The rift between New Labour and the unions means there is growing support for democratising the political fund--opening it up to be used in a way that allows other parties that represent union policy to benefit from it rather than the money automatically going to New Labour. For example in the train drivers' union, Aslef, some members are arguing that a ballot should be held of all union members and money should be allocated to those parties in the proportions reflected in the ballot. So for example, if 60 percent of union members vote to support New Labour then they should receive this proportion of the union's political fund. Yet if, say, 20 percent of union members support the Socialist Alliance or the Scottish Socialist Party, then the union's money should be allocated appropriately.

The political funds were established by the unions to further their political aims. They are intended to create an independent working class political voice. By freeing up the political fund to allow support for candidates who identify more closely with the unions' aims and policies, right wing or Nazi groups would be excluded from benefiting.

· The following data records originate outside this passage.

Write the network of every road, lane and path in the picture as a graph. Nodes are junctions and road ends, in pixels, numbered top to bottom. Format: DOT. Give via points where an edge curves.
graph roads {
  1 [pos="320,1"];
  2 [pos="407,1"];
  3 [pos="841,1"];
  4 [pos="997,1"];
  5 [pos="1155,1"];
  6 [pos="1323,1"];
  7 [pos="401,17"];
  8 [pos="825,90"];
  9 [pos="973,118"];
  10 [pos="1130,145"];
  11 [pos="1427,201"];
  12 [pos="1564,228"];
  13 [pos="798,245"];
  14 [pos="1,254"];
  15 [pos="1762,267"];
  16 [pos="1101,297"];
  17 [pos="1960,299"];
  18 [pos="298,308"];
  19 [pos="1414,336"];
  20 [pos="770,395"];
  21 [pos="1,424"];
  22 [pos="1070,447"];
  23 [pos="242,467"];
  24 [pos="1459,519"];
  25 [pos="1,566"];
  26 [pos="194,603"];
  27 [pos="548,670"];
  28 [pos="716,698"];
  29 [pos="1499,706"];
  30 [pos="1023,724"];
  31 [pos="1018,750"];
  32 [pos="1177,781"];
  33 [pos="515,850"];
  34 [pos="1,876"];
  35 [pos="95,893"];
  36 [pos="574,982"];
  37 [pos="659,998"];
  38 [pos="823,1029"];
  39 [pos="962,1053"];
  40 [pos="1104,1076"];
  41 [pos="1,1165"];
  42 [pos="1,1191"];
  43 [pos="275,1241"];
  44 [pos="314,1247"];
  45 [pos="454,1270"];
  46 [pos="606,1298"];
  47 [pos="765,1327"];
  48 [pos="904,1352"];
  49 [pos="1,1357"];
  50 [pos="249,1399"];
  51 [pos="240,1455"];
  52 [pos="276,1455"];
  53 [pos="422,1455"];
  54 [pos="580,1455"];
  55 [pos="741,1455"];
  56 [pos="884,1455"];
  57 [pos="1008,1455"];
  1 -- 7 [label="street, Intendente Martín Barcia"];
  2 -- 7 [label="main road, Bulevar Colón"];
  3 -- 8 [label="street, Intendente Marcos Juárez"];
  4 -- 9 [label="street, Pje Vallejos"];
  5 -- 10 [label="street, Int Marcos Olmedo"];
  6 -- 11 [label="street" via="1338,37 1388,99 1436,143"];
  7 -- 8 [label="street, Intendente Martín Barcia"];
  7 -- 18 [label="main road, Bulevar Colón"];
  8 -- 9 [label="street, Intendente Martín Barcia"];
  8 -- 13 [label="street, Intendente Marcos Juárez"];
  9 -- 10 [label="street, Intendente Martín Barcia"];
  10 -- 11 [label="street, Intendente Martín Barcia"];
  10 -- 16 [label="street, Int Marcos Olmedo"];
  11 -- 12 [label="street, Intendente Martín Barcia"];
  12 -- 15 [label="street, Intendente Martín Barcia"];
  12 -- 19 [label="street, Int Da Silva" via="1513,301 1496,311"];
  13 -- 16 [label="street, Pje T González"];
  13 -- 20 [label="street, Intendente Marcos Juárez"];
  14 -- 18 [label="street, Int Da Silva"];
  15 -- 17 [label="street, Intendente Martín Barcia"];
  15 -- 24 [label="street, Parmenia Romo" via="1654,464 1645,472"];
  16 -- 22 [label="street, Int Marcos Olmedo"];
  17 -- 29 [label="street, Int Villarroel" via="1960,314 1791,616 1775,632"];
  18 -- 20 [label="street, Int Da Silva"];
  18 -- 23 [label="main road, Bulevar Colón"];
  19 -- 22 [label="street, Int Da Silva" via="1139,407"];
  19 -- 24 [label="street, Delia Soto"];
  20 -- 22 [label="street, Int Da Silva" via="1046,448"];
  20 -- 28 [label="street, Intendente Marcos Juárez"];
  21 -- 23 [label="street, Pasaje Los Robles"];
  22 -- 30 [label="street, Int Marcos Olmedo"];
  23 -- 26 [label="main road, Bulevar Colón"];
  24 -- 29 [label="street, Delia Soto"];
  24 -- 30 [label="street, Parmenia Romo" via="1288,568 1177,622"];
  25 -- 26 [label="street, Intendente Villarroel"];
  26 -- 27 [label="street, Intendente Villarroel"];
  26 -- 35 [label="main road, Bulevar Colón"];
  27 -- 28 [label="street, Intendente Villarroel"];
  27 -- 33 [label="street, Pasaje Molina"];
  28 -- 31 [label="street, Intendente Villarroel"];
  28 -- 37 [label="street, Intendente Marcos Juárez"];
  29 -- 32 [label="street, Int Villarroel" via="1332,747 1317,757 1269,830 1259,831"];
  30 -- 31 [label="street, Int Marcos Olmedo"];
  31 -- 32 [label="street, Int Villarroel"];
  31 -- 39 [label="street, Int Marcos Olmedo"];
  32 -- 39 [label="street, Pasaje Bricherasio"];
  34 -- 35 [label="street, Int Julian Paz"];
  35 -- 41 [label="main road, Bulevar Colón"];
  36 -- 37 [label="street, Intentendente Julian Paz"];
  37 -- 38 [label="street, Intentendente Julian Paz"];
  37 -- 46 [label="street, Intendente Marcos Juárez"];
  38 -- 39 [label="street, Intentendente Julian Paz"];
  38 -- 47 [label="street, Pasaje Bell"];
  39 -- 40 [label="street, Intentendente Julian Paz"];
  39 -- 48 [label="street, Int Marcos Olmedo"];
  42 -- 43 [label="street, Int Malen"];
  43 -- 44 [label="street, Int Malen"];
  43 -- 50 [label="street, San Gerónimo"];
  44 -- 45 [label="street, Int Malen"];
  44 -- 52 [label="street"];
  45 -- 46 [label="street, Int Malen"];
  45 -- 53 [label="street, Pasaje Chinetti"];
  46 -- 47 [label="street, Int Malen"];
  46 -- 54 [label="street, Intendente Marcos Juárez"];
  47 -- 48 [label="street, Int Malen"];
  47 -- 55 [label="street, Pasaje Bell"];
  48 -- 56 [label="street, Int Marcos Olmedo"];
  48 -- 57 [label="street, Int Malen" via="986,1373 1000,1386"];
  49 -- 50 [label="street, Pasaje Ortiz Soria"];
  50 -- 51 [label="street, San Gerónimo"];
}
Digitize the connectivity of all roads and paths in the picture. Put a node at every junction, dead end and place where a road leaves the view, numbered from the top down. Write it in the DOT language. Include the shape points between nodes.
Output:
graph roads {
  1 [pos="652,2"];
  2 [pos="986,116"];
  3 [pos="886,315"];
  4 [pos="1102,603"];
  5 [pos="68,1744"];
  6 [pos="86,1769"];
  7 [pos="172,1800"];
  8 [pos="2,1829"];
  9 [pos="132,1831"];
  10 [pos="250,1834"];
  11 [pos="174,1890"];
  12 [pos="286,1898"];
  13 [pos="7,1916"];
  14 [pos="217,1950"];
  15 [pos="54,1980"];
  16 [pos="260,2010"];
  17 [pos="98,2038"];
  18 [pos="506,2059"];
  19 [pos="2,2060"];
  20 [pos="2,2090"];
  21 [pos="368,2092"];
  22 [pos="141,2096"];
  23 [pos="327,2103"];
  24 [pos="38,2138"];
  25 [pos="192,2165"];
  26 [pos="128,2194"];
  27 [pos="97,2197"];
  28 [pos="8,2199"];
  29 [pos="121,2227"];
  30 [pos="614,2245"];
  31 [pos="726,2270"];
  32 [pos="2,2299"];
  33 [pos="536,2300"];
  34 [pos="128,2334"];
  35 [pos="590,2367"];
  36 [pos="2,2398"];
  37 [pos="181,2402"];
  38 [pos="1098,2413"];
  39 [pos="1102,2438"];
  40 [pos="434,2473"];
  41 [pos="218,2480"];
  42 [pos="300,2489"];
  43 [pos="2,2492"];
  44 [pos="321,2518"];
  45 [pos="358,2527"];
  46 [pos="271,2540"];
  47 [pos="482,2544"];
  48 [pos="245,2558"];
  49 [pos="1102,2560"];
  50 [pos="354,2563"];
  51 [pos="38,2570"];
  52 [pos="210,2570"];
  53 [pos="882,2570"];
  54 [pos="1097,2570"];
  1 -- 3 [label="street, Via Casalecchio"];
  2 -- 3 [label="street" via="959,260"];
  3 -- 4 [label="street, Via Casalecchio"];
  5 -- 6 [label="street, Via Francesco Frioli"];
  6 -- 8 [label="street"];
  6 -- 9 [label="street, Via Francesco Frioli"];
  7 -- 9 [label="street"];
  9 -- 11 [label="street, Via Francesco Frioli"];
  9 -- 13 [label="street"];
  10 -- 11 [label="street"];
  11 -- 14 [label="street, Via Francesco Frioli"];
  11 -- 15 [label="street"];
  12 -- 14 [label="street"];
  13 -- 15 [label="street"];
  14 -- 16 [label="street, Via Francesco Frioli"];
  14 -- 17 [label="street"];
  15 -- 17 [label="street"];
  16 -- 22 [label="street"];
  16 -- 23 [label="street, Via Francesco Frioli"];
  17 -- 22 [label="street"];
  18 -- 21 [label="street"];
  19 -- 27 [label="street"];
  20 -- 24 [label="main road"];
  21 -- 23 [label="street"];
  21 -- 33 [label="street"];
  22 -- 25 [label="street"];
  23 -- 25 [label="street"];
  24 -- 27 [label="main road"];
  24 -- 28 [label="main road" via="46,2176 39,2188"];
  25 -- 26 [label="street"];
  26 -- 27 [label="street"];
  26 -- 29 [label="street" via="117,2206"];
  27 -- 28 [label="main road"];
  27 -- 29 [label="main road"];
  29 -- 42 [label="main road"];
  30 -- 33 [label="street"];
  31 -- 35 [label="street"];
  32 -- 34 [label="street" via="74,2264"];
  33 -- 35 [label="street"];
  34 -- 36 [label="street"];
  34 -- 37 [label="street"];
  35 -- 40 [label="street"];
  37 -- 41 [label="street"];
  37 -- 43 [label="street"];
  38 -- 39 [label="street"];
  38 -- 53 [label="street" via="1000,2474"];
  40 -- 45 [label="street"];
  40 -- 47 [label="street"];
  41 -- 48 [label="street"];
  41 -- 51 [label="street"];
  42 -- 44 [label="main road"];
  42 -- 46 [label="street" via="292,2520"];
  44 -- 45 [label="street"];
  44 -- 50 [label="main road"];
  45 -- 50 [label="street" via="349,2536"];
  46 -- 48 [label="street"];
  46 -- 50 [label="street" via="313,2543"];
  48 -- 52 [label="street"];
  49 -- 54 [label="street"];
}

It would also allow socialists to argue that unions should not support candidates who are in favour of privatisation, such as the Liberal Democrats.

Such a policy will give rank and file members the opportunity to decide for themselves who they wish their union to support politically. It will mean the trade unions will more accurately reflect the opinions of their members. It will also allow activists in those unions, such as the PCS, NUT and Natfhe, which do not have a political fund, to argue that one is set up and for it to allow backing for political candidates.

The future of the political fund is a vital issue for the working class in Britain. It is not simply about voicing anger at New Labour, it raises a raft of questions about the future of working class politics. Where trade unionists choose to place their loyalties has a big impact on whether they feel able to fight industrial battles under New Labour. Already the simmering discontent with the government is threatening to spill out into industrial action. Rail workers on Arriva Northern have struck repeatedly for 48 hours. Tube workers in London in Aslef and the RMT have voted by eight to one for 48 hour strikes. Postal workers have voted by two to one for action over pay, plus there are disputes in the civil service, among local government workers and medical secretaries in hospitals in the north east of England. Votes are also taking place among London teachers and car workers at Longbridge in Birmingham. Whether this translates into a general offensive against the government remains to be seen, but the overwhelming vote to strike in ballots is a sign of how deeply unpopular Labour's policies are.

The Socialist Alliance conference will bring many of these people together. It will show there is an alternative to the pro-business policies of New Labour. It will also be important in building a network of rank and file activists, and arming them with the arguments about the trade union political fund that are certain to arise at this year's trade union conferences.